Slowly, I realised, I didn’t want this life. I didn’t want to renovate. I wanted to get divorced… I started imagining other lives. Other homes.
Here, I should point out that Ms Jones also has three small children. Though their wellbeing doesn’t appear to figure too heavily, or much at all, in the extended ramble of the article. However, we do hear a lot about other, more important matters:
the crumbs got me down.
Crumbs are a recurring topic, mentioned seven times, along with a dislike of vacuuming. Truly, a life of unrelenting hell. Albeit with a cleaner to do much of the heavy lifting:
I hired a woman named Luba to clean… I loved talking with her. She was full of sensible advice, like how I should really stop washing the cleaning rags along with the children’s clothes, because the chemicals could irritate their skin.
Not the worst opinion we’ll hear today.
We’re then informed that a comfortable middle-class life, in which time can be spent choosing new kitchens and chatting with the cleaner, is actually an oppressive experience:
I wanted to be thinking about art and sex and politics and the patriarchy. How much of my life—I mean the architecture of my life, but also its essence, my soul, my mind—had I built around my husband? Who could I be if I wasn’t his wife? Maybe I would microdose. Maybe I would have sex with women. Maybe I would write a book.
At which point, I’m tempted to suggest that a more adventurous adolescence and some teenage experimentation might have saved a lot of later heartache. But it seems we’re expected to share Ms Jones’ belief that the only thing preventing her from being exciting and fabulous – from blossoming as a fully switched-on and progressive woman who drops acid and dabbles with lesbianism, which can then be mentioned for effect – is her family and her obligations to them. And obviously, it’s physically impossible for women who are mothers and wives to think about art and sex and politics.
Hence the betrayal, the breaking of vows. And hey, divorce is such an adventure.

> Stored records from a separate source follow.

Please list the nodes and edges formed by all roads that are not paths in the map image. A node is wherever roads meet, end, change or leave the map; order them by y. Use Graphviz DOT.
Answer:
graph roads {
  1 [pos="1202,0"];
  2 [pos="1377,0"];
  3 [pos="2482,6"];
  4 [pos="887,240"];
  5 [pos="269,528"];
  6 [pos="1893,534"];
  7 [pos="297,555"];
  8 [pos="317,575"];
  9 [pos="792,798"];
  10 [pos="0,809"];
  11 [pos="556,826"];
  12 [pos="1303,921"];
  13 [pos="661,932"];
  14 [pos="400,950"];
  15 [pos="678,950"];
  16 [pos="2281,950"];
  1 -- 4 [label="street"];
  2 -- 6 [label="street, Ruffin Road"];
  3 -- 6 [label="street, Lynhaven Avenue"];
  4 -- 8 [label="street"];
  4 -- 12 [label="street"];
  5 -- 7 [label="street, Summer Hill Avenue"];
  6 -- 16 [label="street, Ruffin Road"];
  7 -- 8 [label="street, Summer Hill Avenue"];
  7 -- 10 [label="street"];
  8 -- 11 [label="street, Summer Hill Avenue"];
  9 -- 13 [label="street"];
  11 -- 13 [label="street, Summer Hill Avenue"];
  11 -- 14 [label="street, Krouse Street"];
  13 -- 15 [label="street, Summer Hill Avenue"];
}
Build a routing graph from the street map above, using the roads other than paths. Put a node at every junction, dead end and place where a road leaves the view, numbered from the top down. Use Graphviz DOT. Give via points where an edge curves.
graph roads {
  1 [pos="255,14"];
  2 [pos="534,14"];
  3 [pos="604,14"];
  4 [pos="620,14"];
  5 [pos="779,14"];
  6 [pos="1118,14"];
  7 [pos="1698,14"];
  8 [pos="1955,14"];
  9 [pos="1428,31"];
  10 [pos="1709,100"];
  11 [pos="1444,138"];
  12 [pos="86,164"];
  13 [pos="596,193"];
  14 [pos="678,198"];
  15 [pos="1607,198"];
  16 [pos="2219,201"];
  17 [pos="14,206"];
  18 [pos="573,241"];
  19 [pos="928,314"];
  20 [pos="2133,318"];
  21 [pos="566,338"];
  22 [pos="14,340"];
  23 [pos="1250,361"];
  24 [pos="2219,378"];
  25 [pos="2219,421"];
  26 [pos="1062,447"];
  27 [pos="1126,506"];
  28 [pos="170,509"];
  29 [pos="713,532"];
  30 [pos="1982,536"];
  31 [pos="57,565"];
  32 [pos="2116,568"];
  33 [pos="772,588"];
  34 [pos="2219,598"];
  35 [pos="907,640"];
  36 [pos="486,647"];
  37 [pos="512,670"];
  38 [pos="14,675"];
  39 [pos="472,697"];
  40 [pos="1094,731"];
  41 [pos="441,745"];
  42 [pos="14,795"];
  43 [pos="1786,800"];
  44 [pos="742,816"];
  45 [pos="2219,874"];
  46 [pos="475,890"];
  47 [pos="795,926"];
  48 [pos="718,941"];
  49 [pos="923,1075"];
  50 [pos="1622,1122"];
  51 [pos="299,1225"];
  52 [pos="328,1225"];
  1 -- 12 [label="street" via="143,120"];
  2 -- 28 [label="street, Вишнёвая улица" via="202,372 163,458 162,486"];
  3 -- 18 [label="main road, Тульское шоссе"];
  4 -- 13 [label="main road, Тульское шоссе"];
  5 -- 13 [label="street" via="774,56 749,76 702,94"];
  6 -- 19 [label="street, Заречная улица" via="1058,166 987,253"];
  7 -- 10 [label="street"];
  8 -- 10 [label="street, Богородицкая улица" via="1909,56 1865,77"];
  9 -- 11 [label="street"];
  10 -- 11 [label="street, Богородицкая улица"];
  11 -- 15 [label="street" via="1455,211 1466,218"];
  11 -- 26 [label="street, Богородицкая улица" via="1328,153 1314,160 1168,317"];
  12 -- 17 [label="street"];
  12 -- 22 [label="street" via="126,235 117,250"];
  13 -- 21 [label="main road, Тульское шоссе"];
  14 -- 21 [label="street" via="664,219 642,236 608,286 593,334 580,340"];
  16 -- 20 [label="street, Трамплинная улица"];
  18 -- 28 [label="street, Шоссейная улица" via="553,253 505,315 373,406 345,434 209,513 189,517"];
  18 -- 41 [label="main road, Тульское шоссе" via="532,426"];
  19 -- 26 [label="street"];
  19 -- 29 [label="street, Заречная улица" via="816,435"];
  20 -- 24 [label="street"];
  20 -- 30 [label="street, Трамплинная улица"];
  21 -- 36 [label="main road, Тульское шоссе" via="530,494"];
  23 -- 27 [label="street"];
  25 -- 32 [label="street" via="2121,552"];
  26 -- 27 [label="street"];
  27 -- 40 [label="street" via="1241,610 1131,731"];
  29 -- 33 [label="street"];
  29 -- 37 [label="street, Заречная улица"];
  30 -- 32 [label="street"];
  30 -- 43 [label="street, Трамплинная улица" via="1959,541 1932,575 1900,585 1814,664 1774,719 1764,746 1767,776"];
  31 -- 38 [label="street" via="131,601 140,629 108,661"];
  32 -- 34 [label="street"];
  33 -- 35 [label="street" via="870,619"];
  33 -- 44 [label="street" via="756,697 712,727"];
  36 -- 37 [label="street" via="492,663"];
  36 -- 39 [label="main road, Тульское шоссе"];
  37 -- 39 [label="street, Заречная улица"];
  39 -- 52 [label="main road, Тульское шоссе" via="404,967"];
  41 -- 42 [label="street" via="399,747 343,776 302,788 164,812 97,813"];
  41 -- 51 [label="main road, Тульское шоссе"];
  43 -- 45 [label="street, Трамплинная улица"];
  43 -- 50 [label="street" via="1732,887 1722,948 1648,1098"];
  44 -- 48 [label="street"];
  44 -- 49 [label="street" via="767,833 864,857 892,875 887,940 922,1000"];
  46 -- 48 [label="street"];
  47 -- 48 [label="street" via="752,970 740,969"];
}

The subject of remorse does crop up, briefly:
There were days when the magnitude of what I’d done bore down on me. I kept wondering if I’d feel regret, or remorse. It is hard to admit this—it makes me cold, as cold a woman as my ex-husband sometimes suspects I am—but I didn’t. I felt raw, and I liked it. There was nothing between me and the world.
Oh lucky world.
And then the rewards for this feat of selflessness and bravery:
On my nights alone, I caught up with old friends, frantically made new friends, said way too much about my personal life over drinks with colleagues. Out in the city, I felt solid: a capable woman taking care of her family.
Today’s words are unintended irony.
Update:
In the comments, Jacob asks,
Is her first name ironic?
Well, there’s quite a bit of irony, albeit unintentional. Such that we’re expected to believe that Ms Jones is somehow being robbed of self-expression, presumably by “the patriarchy,” despite her life of minimal drudgery, and despite being a contributor and senior editor at the New York Times and a senior editor at The Atlantic. Resulting in the self-indulgent ramble quoted above.
Needless to say, Ms Jones has dozens of blue-tick Twitter followers, many of whom are her peers in ‘progressive’ institutions of one kind or another, merrily gushing about her “courage” and capacity for introspection, her glorious humanity, her “brilliant soul.” Her tale, we’re told, is “beautiful and moving.” And none of those applauding apparently raised an eyebrow at a self-involved woman shattering the lives of her three small children, and her husband, in order to concentrate on herself even more than before.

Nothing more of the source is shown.